どうしようかと思っていると、リフィルが、くいくいと袖を引いてきた。
ひとつ、手があるわ。魔法使い。
つぶらな瞳に、鋭い光が映えていた。
***
君は、背後から飛んできた光線を転がってかわしざま、屋根の上にリフィルを解放した。
リフィルがウィズに飛び乗り、ウィズが全速力で駆け出す。
ちびキャラ待てーい!
〈ボンノウン〉は君には見向きもせず、リフィルを追った。
悪いわね、ウィズ。
まったく!こんな重労働、想定外にゃ!
ウィズはリフィルを乗せたまま、猫ならではの機敏さで〈ボンノウン〉の光線をかわす。
その間に〈ボンノウン〉は、じわじわと距離を詰めてくる。ほどなくして追いつかれるだろう。
まだにゃ!?
もう少しよ。あ、ちょっと右。
にゃー!!
ついに、ウィズは屋根の端に差しかかった。いくらなんでも隣の屋根までは飛べない。
ちーびーキャーラー!
〈ボンノウン〉が、叫びを上げて迫ってくる。
リフィルはウィズの背から降り、相手の位置と速度を冷静に測って、数秒を数えたのち、叫んだ。
――〝吼えろ〟!!
駆け抜ける〈ボンノウン〉の足元に、魔法陣の光が咲いた。
魔法陣から雷撃が詐裂。上を通り過ぎようとした〈ボンノウン〉は、感電して動きを止める。
にょぎゃー!!
――そこへ、背後から追いかけていた君が、魔法による追撃を叩き込んだ。
あいったー!!!きゅうう……。
〈ボンノウン〉が飛び跳ね、目を回す。
すると、ぽん、という軽快な音がして、リフィルの身長が元に戻った。
あら。倒さなくても戻れたのね。それなら――
少女の瞳に、ぎらりと烈火が燃える。
繋げ――〈秘儀糸〉!
リフィルの指先から、光り輝く魔力の糸が伸びた。彼女はそれを鮮やかに操り、無数の魔法陣を織り上げる。
君も、新たなカードを取り出し呪文を唱えた。
修羅なる下天の暴雷よ、千々の槍以て降り荒べ!
君たちは同時に魔法を放つ。
どひー!!!
ふたつの魔法の挟撃が〈ボンノウン〉を直撃し、その全身を打ち砕いた。
story
魔法の罠を仕掛けておいたとは、周到なことにゃ。
〈ミスティックメア〉のやり口から学んだの。奴にできることなら、私にもできるはずだから。

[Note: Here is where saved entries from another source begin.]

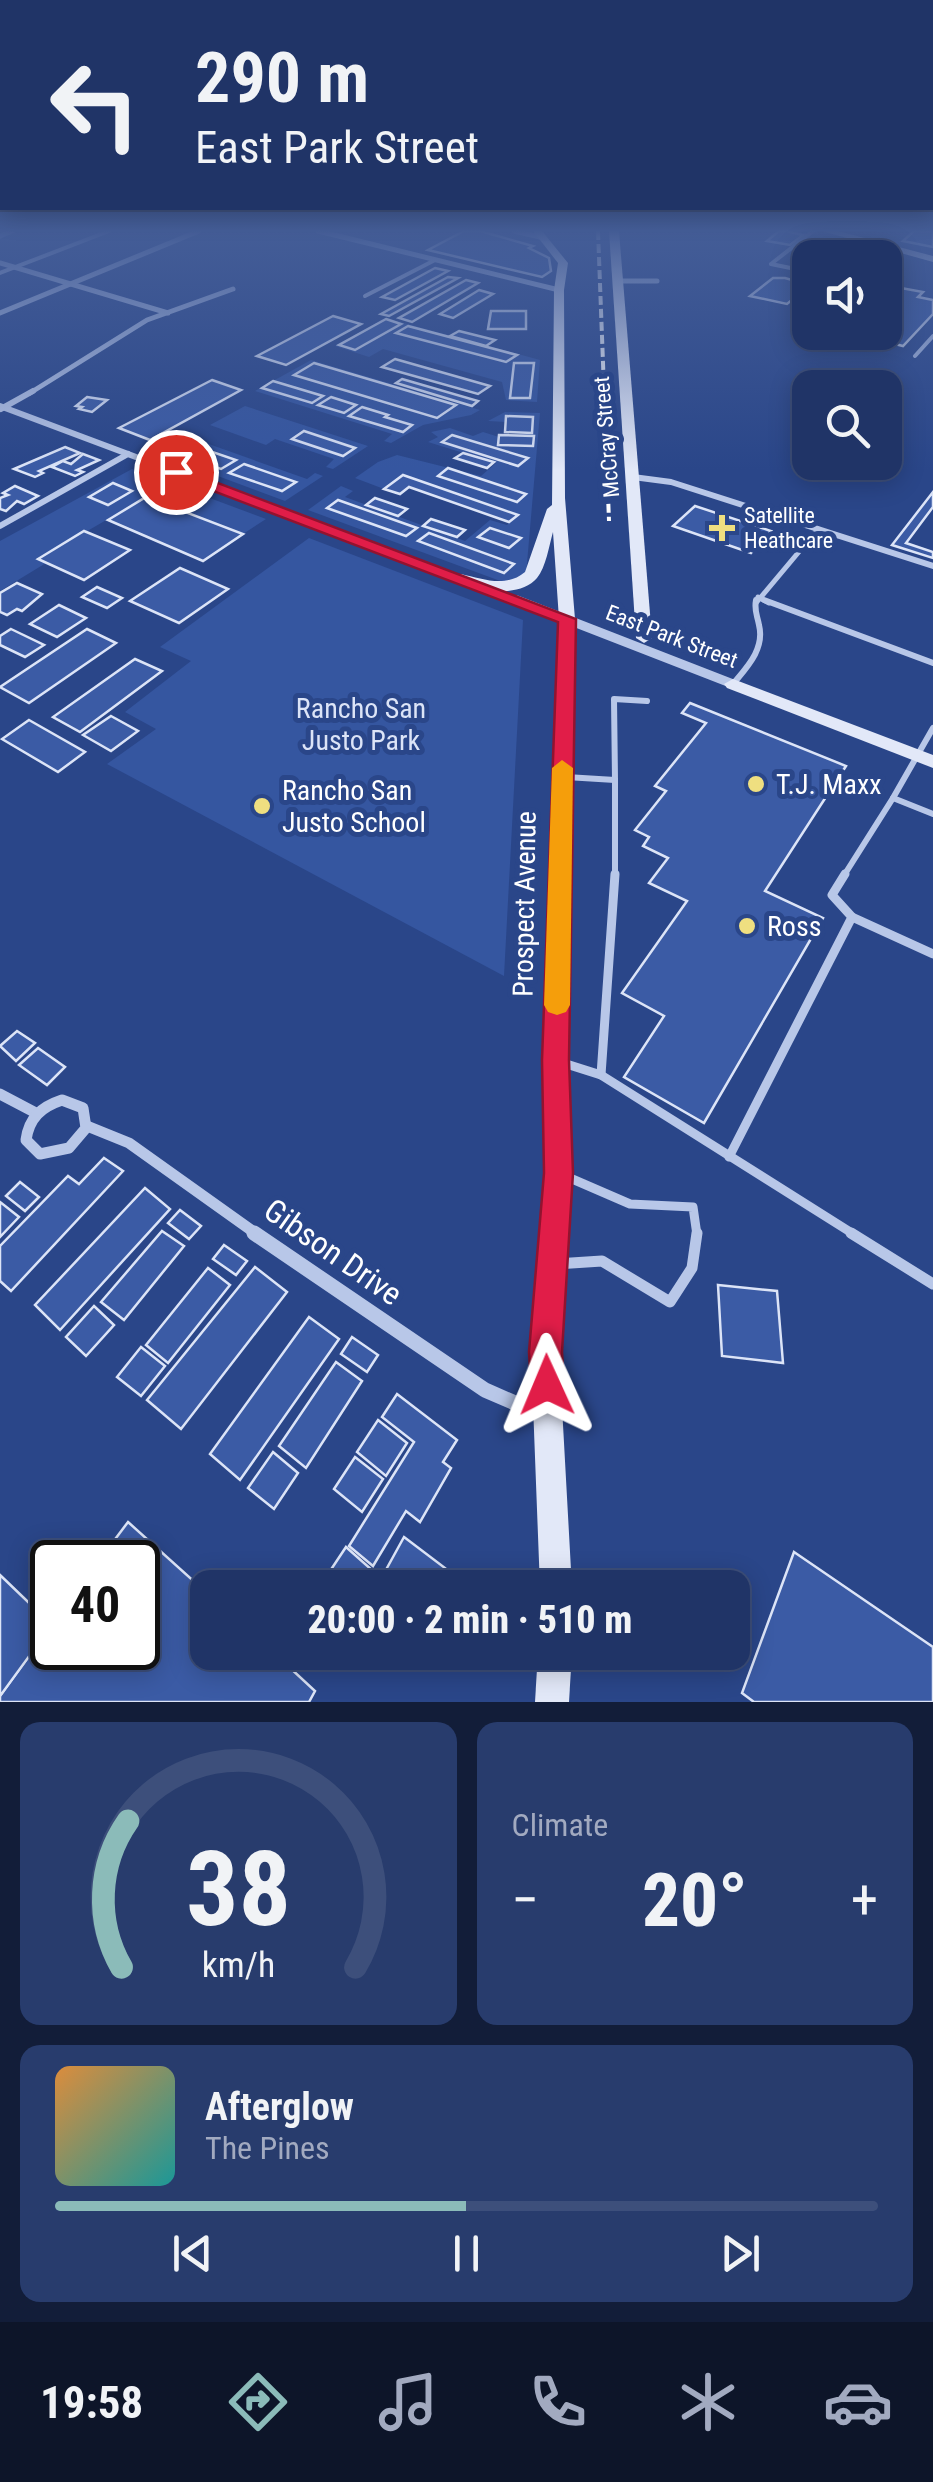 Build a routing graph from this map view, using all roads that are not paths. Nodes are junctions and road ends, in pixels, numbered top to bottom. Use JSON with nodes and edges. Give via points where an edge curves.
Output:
{"nodes":[{"id":1,"x":160,"y":310,"type":"edge"},
{"id":2,"x":176,"y":310,"type":"edge"},
{"id":3,"x":559,"y":310,"type":"edge"},
{"id":4,"x":619,"y":310,"type":"edge"},
{"id":5,"x":169,"y":313,"type":"junction"},
{"id":6,"x":933,"y":336,"type":"edge"},
{"id":7,"x":915,"y":356,"type":"dead end"},
{"id":8,"x":1,"y":408,"type":"edge"},
{"id":9,"x":128,"y":454,"type":"junction"},
{"id":10,"x":633,"y":476,"type":"junction"},
{"id":11,"x":558,"y":498,"type":"junction"},
{"id":12,"x":0,"y":526,"type":"edge"},
{"id":13,"x":818,"y":529,"type":"junction"},
{"id":14,"x":933,"y":566,"type":"edge"},
{"id":15,"x":461,"y":579,"type":"junction"},
{"id":16,"x":758,"y":596,"type":"junction"},
{"id":17,"x":567,"y":619,"type":"junction"},
{"id":18,"x":644,"y":638,"type":"dead end"},
{"id":19,"x":933,"y":663,"type":"edge"},
{"id":20,"x":734,"y":684,"type":"junction"},
{"id":21,"x":647,"y":701,"type":"dead end"},
{"id":22,"x":933,"y":728,"type":"edge"},
{"id":23,"x":926,"y":759,"type":"edge"},
{"id":24,"x":562,"y":777,"type":"junction"},
{"id":25,"x":615,"y":780,"type":"junction"},
{"id":26,"x":893,"y":798,"type":"junction"},
{"id":27,"x":933,"y":814,"type":"edge"},
{"id":28,"x":852,"y":917,"type":"junction"},
{"id":29,"x":933,"y":954,"type":"edge"},
{"id":30,"x":555,"y":1060,"type":"junction"},
{"id":31,"x":601,"y":1075,"type":"junction"},
{"id":32,"x":0,"y":1094,"type":"edge"},
{"id":33,"x":36,"y":1112,"type":"junction"},
{"id":34,"x":87,"y":1126,"type":"junction"},
{"id":35,"x":730,"y":1157,"type":"junction"},
{"id":36,"x":559,"y":1173,"type":"junction"},
{"id":37,"x":553,"y":1264,"type":"junction"},
{"id":38,"x":933,"y":1284,"type":"edge"},
{"id":39,"x":549,"y":1418,"type":"junction"},
{"id":40,"x":555,"y":1570,"type":"edge"},
{"id":41,"x":554,"y":1670,"type":"edge"},
{"id":42,"x":552,"y":1702,"type":"edge"}],
"edges":[{"from":1,"to":5,"type":"street"},
{"from":2,"to":5,"type":"street"},
{"from":3,"to":11,"type":"street","name":"Prospect Avenue"},
{"from":4,"to":10,"type":"street","name":"McCray Street"},
{"from":5,"to":8,"type":"street"},
{"from":6,"to":7,"type":"lane"},
{"from":8,"to":9,"type":"street","name":"East Park Street"},
{"from":9,"to":12,"type":"street"},
{"from":9,"to":15,"type":"street","name":"East Park Street"},
{"from":10,"to":13,"type":"street"},
{"from":10,"to":18,"type":"street","name":"McCray Street"},
{"from":11,"to":15,"type":"street","via":[[525,581],[504,587]]},
{"from":11,"to":17,"type":"street","name":"Prospect Avenue"},
{"from":13,"to":14,"type":"street"},
{"from":13,"to":16,"type":"lane"},
{"from":15,"to":17,"type":"street","name":"East Park Street"},
{"from":16,"to":19,"type":"lane"},
{"from":16,"to":20,"type":"lane","via":[[760,652]]},
{"from":17,"to":20,"type":"street","name":"East Park Street"},
{"from":17,"to":24,"type":"street","name":"Prospect Avenue"},
{"from":20,"to":23,"type":"street","name":"East Park Street"},
{"from":21,"to":25,"type":"lane","via":[[614,699]]},
{"from":22,"to":23,"type":"lane"},
{"from":23,"to":26,"type":"lane"},
{"from":24,"to":25,"type":"lane"},
{"from":24,"to":30,"type":"street","name":"Prospect Avenue"},
{"from":25,"to":31,"type":"lane"},
{"from":26,"to":27,"type":"lane"},
{"from":26,"to":28,"type":"lane","via":[[832,896]]},
{"from":28,"to":29,"type":"lane"},
{"from":28,"to":35,"type":"lane"},
{"from":30,"to":31,"type":"lane"},
{"from":30,"to":36,"type":"street","name":"Prospect Avenue"},
{"from":31,"to":35,"type":"lane"},
{"from":32,"to":33,"type":"street"},
{"from":33,"to":34,"type":"street","via":[[74,1102],[83,1108]]},
{"from":33,"to":34,"type":"street","via":[[26,1140],[40,1154],[68,1150]]},
{"from":34,"to":39,"type":"street","name":"Gibson Drive","via":[[129,1142],[486,1390]]},
{"from":35,"to":38,"type":"lane"},
{"from":36,"to":37,"type":"street","name":"Prospect Avenue"},
{"from":36,"to":37,"type":"lane","via":[[630,1204],[693,1207],[698,1229],[694,1273],[670,1302],[602,1262]]},
{"from":37,"to":39,"type":"street","name":"Prospect Avenue"},
{"from":39,"to":40,"type":"street","name":"Prospect Avenue"},
{"from":41,"to":42,"type":"street"}]} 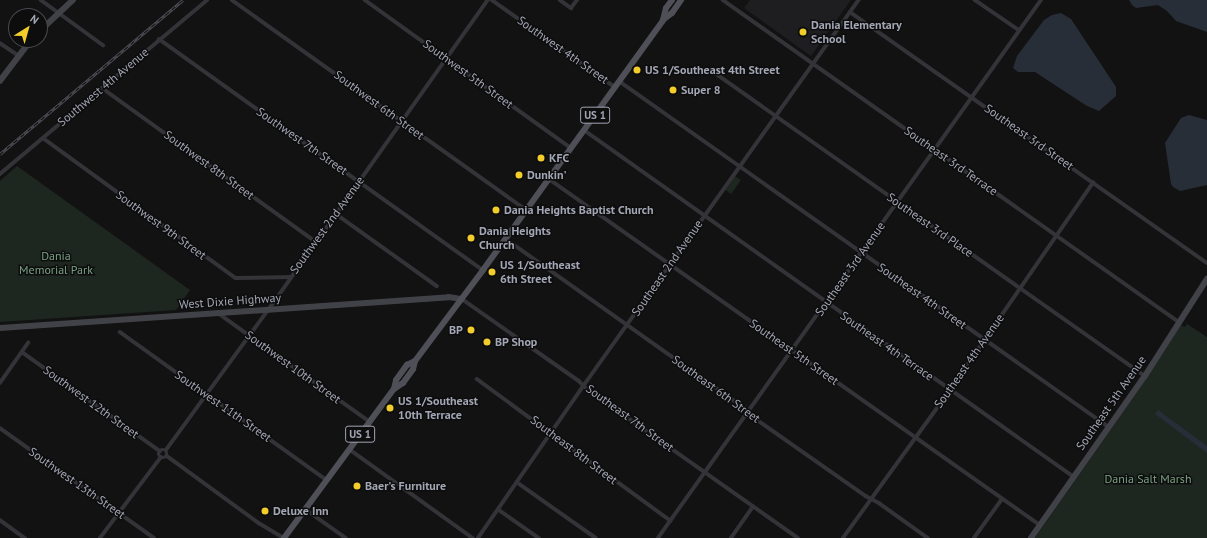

驚いたよ、と君が笑うと、リフィルは満足そうに微笑んだ。
そう。良かったわ。約束を果たせて。
そういえば、と君は思い出す。
「私も磨くわ。私の魔法を。次に会うとき、あなたたちを驚かせられるように。」
あのとき、彼女はそんなことを言っていた。その言葉通り、「自分なりの魔法」を研究し、着実にものにしているのだろう。
とはいえ、まだまだよ。さっきの罠にしても、課題点が多くてね。
困ったように言ってはいるが、どこか楽しそうでもあった。
そういえば、なかなか例の光が現れないにゃ。リフィルの危機が終わったから、そろそろ出るかと思ってるんだけどにゃ。
あ、それね、私が止めてるから。
にゃ!?
いつの間にか、リピュアが追いついてきていた。
だって、放っとくと魔法使いさん、すぐ帰っちゃうでしょ?だから、妖精パワーで止めてるの。
な、なにをどうやってるにゃ!?
アレをズビャッと。
わからぬにゃ!!
さすが妖精、とあきれていると、リフィルがふと、空の彼方に目をやった。
黄昏時ね。
陽が、ゆっくりと空を燃やしつつある。夢と現実の入り混じる刻限――〈ロストメア〉が門を目指す頃合いだ。
そろそろ夕食の支度をしないと。
あれ、と君は首をかしげて尋ねた。〈ロストメア〉退治は?
最近、私は参加してないのよ。魔力は門から手に入れられるし――
自分なりの魔法を極めたいって気持ちが、夢である可能性もあるから。自分では、まだよくわからないけど。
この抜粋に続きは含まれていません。